To investigate whether the functions of Snail1 as regards the growth, metastasis and EMT of GC cells are regulated by miR-22-3p, the AGS and SGC-7901 cells were transfected with miR-NC, miR-22-3p mimics or co-transfected with miR-22-3p mimics and sh-Snail1, miR-22-3p inhibitors and sh-Snail1, respectively. The results revealed that the overexpression of miR-22-3p suppressed the proliferation (Fig. 6A and B), invasion (Fig. 6E) and migration (Fig. 6F) of the AGS and SGC-7901 cells, while these effects were enhanced by the silencing of Snail1 expression. Conversely, the downregulation of miR-22-3p promoted the proliferation (Fig. 6C and D), invasion (Fig. 6G) and migration (Fig. 6H) of GC cells, whereas these effects were abrogated by the silencing of Snail1 expression. On the whole, the results of the present study suggest that miR-22-3p may inhibit the growth of GC by downregulating Snail1. In summary, H19 may regulate the proliferation, invasion, migration and EMT of GC cells via the miR-22-3p/Snail1 signaling pathway.

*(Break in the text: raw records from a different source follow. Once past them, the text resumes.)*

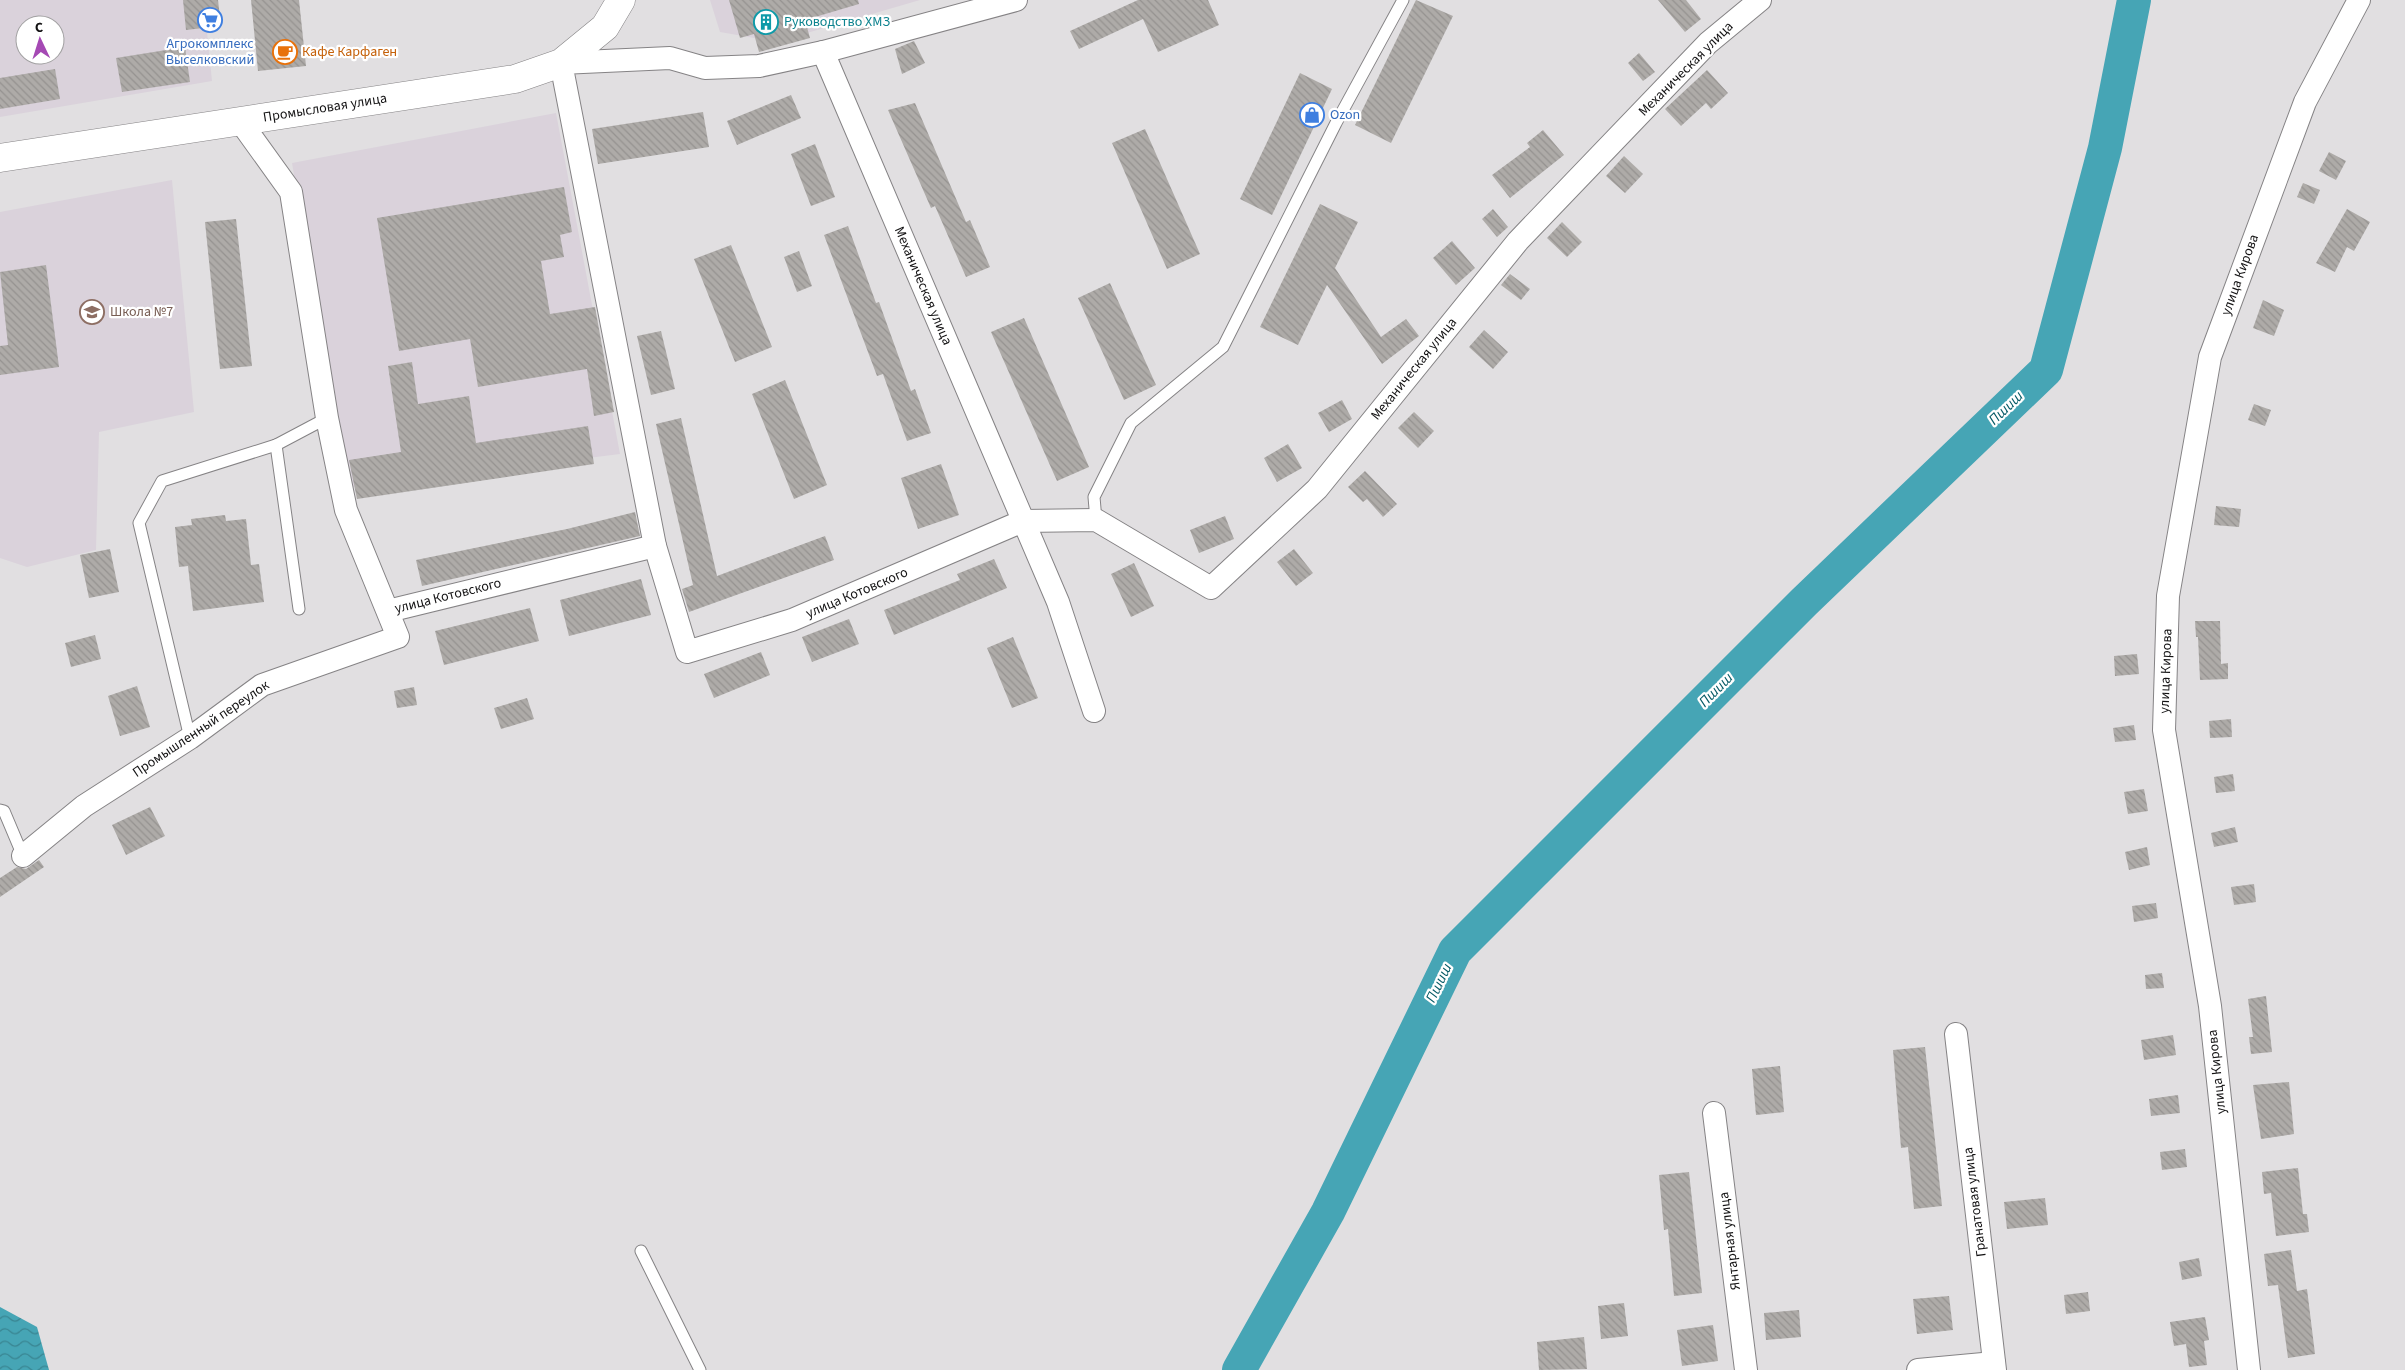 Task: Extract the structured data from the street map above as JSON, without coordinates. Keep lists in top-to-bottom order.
{
  "streets": {
    "main road": ["Промысловая улица"],
    "street": [
      "Механическая улица",
      "улица Кирова",
      "улица Котовского",
      "Промышленный переулок",
      "Гранатовая улица",
      "Янтарная улица"
    ]
  },
  "crossings": [
    ["Механическая улица", "улица Котовского"],
    ["улица Котовского", "Промышленный переулок"]
  ],
  "water": ["Пшиш"],
  "places": {
    "supermarket": ["Агрокомплекс Выселковский"],
    "building": ["Руководство ХМЗ"],
    "cafe": ["Кафе Карфаген"],
    "shop": ["Ozon"],
    "school or university": ["Школа №7"]
  },
  "north": "top"
}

To investigate whether sh-H19 suppresses the growth and metastasis of gastric tumors, GC cells transfected with sh-NC or sh-H19 were subcutaneously injected into BALB/C nude mice. At 6 weeks post-injection, the mice were sacrificed and the isolated tumors were measured (Fig. 7A). The mean value of the tumor volume in the sh-H19 group was significantly reduced compared with that in the sh-NC group (Fig. 7B). In addition, the tumor weight in the sh-H19 group was notably decreased compared with that in the sh-NC group (Fig. 7C). Furthermore, the numbers of macroscopic nodules were significantly reduced in the sh-H19 group (Fig. 7D). Additionally, RT-qPCR revealed that the mRNA levels of H19 and Snail1 were downregulated in the sh-H19 group, whereas the expression level of miR-22-3p was elevated (Fig. 7E) in these tumors, suggesting that the downregulation of H19 may suppress the growth of gastric tumors via the miR-22-3p/Snail1 axis in vivo.